Exercise directions: Retyping the entries exactly is all that is required.

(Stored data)
++++++

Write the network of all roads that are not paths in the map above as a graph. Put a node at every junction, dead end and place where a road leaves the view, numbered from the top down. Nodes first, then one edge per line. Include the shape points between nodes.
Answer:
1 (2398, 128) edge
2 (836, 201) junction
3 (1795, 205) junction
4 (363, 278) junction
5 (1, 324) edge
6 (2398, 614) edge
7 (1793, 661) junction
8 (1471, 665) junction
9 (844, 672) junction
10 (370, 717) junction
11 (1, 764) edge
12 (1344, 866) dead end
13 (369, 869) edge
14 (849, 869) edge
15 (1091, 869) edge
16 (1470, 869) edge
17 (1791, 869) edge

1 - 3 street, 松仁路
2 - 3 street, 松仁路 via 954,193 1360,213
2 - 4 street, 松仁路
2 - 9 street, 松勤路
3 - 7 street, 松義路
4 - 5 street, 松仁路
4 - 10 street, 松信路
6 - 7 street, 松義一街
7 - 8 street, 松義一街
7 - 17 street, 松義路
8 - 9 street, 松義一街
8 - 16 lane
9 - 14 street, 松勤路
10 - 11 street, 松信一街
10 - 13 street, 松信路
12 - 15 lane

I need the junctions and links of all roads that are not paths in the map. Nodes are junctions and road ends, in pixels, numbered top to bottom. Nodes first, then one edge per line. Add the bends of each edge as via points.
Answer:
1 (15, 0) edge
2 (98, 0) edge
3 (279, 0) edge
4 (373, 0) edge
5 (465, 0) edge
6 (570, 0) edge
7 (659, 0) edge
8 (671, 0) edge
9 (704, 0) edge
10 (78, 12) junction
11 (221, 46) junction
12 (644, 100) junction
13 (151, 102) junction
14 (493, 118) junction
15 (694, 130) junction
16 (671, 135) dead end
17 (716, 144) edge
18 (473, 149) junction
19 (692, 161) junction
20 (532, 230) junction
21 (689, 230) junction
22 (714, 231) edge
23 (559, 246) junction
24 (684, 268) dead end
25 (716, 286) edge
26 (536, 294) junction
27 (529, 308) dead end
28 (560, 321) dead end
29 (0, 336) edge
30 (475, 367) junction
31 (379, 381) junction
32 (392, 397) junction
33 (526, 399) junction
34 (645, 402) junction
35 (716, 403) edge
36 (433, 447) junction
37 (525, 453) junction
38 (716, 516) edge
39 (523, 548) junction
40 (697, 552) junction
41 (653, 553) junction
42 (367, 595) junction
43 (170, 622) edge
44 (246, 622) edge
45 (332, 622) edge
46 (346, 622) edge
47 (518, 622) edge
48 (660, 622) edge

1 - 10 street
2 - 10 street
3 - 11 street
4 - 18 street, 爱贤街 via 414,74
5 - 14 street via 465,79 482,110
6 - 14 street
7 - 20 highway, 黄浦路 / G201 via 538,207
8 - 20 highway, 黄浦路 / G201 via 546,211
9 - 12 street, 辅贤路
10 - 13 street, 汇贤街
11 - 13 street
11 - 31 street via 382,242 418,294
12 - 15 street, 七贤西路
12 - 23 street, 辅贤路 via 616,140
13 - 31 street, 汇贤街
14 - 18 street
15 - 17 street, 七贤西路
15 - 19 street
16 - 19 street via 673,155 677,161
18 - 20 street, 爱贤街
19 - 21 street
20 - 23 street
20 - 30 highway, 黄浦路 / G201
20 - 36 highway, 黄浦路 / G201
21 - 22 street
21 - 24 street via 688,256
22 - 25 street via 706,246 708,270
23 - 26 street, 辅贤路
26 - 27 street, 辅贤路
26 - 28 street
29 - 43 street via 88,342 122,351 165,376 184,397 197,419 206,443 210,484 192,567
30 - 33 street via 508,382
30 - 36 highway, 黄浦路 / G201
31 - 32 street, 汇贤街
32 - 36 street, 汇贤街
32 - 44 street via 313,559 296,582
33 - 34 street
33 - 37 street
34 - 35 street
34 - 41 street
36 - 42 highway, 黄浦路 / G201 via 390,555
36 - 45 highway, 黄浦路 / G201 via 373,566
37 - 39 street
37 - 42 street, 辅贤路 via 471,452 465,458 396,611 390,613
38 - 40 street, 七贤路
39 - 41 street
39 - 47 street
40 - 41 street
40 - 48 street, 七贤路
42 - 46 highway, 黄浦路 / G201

++++++

Worked solution:
Write the network of all roads that are not paths in the map above as a graph. Put a node at every junction, dead end and place where a road leaves the view, numbered from the top down. Nodes first, then one edge per line. Include the shape points between nodes.
Answer:
1 (2398, 128) edge
2 (836, 201) junction
3 (1795, 205) junction
4 (363, 278) junction
5 (1, 324) edge
6 (2398, 614) edge
7 (1793, 661) junction
8 (1471, 665) junction
9 (844, 672) junction
10 (370, 717) junction
11 (1, 764) edge
12 (1344, 866) dead end
13 (369, 869) edge
14 (849, 869) edge
15 (1091, 869) edge
16 (1470, 869) edge
17 (1791, 869) edge

1 - 3 street, 松仁路
2 - 3 street, 松仁路 via 954,193 1360,213
2 - 4 street, 松仁路
2 - 9 street, 松勤路
3 - 7 street, 松義路
4 - 5 street, 松仁路
4 - 10 street, 松信路
6 - 7 street, 松義一街
7 - 8 street, 松義一街
7 - 17 street, 松義路
8 - 9 street, 松義一街
8 - 16 lane
9 - 14 street, 松勤路
10 - 11 street, 松信一街
10 - 13 street, 松信路
12 - 15 lane

I need the junctions and links of all roads that are not paths in the map. Nodes are junctions and road ends, in pixels, numbered top to bottom. Nodes first, then one edge per line. Add the bends of each edge as via points.
Answer:
1 (15, 0) edge
2 (98, 0) edge
3 (279, 0) edge
4 (373, 0) edge
5 (465, 0) edge
6 (570, 0) edge
7 (659, 0) edge
8 (671, 0) edge
9 (704, 0) edge
10 (78, 12) junction
11 (221, 46) junction
12 (644, 100) junction
13 (151, 102) junction
14 (493, 118) junction
15 (694, 130) junction
16 (671, 135) dead end
17 (716, 144) edge
18 (473, 149) junction
19 (692, 161) junction
20 (532, 230) junction
21 (689, 230) junction
22 (714, 231) edge
23 (559, 246) junction
24 (684, 268) dead end
25 (716, 286) edge
26 (536, 294) junction
27 (529, 308) dead end
28 (560, 321) dead end
29 (0, 336) edge
30 (475, 367) junction
31 (379, 381) junction
32 (392, 397) junction
33 (526, 399) junction
34 (645, 402) junction
35 (716, 403) edge
36 (433, 447) junction
37 (525, 453) junction
38 (716, 516) edge
39 (523, 548) junction
40 (697, 552) junction
41 (653, 553) junction
42 (367, 595) junction
43 (170, 622) edge
44 (246, 622) edge
45 (332, 622) edge
46 (346, 622) edge
47 (518, 622) edge
48 (660, 622) edge

1 - 10 street
2 - 10 street
3 - 11 street
4 - 18 street, 爱贤街 via 414,74
5 - 14 street via 465,79 482,110
6 - 14 street
7 - 20 highway, 黄浦路 / G201 via 538,207
8 - 20 highway, 黄浦路 / G201 via 546,211
9 - 12 street, 辅贤路
10 - 13 street, 汇贤街
11 - 13 street
11 - 31 street via 382,242 418,294
12 - 15 street, 七贤西路
12 - 23 street, 辅贤路 via 616,140
13 - 31 street, 汇贤街
14 - 18 street
15 - 17 street, 七贤西路
15 - 19 street
16 - 19 street via 673,155 677,161
18 - 20 street, 爱贤街
19 - 21 street
20 - 23 street
20 - 30 highway, 黄浦路 / G201
20 - 36 highway, 黄浦路 / G201
21 - 22 street
21 - 24 street via 688,256
22 - 25 street via 706,246 708,270
23 - 26 street, 辅贤路
26 - 27 street, 辅贤路
26 - 28 street
29 - 43 street via 88,342 122,351 165,376 184,397 197,419 206,443 210,484 192,567
30 - 33 street via 508,382
30 - 36 highway, 黄浦路 / G201
31 - 32 street, 汇贤街
32 - 36 street, 汇贤街
32 - 44 street via 313,559 296,582
33 - 34 street
33 - 37 street
34 - 35 street
34 - 41 street
36 - 42 highway, 黄浦路 / G201 via 390,555
36 - 45 highway, 黄浦路 / G201 via 373,566
37 - 39 street
37 - 42 street, 辅贤路 via 471,452 465,458 396,611 390,613
38 - 40 street, 七贤路
39 - 41 street
39 - 47 street
40 - 41 street
40 - 48 street, 七贤路
42 - 46 highway, 黄浦路 / G201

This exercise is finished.